Bolivia, no there are no bandits!
It's been some time since I uploaded a post, apologies for the radio silence but between Bolivian Beli (I think it was the chicken curry, 'The Man' insists it was the nuts & dried fruit), and limited Internet it has been difficult to write about our Bolivian and Peruvian travels. Travelling with no real agenda has also made maintaining the blog difficult, yes people I lack discipline. Hopefully I can keep it up. We have now reached Ecuador, and are in the little town of Vilcabamba. For those who are seeking a long life this may be the place for you, as allegedly people live a long healthy life here.

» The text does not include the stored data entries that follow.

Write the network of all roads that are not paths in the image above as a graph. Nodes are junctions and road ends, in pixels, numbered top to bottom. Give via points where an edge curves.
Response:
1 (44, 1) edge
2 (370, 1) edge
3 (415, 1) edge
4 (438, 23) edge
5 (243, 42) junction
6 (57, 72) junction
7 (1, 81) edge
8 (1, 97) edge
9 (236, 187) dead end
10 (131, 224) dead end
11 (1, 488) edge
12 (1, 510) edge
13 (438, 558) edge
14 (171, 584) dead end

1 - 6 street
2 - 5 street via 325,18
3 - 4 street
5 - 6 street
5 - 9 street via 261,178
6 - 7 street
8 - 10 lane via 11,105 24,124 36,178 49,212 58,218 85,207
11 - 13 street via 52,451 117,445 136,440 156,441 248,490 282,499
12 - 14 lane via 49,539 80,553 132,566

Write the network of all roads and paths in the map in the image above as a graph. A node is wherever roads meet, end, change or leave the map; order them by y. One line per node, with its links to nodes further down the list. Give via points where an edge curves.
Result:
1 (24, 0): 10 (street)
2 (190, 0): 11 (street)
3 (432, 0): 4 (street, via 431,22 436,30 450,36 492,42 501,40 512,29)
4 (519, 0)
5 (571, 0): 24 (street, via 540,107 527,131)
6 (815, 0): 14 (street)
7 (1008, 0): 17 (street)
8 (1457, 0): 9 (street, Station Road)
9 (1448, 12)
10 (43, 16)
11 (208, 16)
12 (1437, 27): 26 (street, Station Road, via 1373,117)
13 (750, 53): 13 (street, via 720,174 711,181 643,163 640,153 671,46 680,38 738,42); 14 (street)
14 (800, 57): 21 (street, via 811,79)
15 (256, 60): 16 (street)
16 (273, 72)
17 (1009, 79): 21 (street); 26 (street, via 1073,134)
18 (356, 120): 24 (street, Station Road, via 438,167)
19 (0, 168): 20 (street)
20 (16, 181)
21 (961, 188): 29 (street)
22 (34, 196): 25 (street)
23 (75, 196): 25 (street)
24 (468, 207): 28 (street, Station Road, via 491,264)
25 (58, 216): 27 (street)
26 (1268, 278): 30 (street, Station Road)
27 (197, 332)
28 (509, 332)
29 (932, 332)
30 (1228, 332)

When I started writing this post we were in a small, leaking boat to Isla del Sol near Copacabana on Lake Titicaca, the highest navigable water in the world. It's about 3,870m above sea level, and walking up to our hotel with my pack on my back, I could definitely feel the altitude. Thankfully the locals also feel it. However I get ahead of myself, and let us go back to the beginning of March when we entered Bolivia from the Chilean border into the national park that contained wonders such as Laguna Colorado, a completely pink lake covered with three different types of Flamingos, Dali's desert, volcano Ollague, geysers, lamas, vicunas, and at the end of the trip the ethereal Salar de Uyuni.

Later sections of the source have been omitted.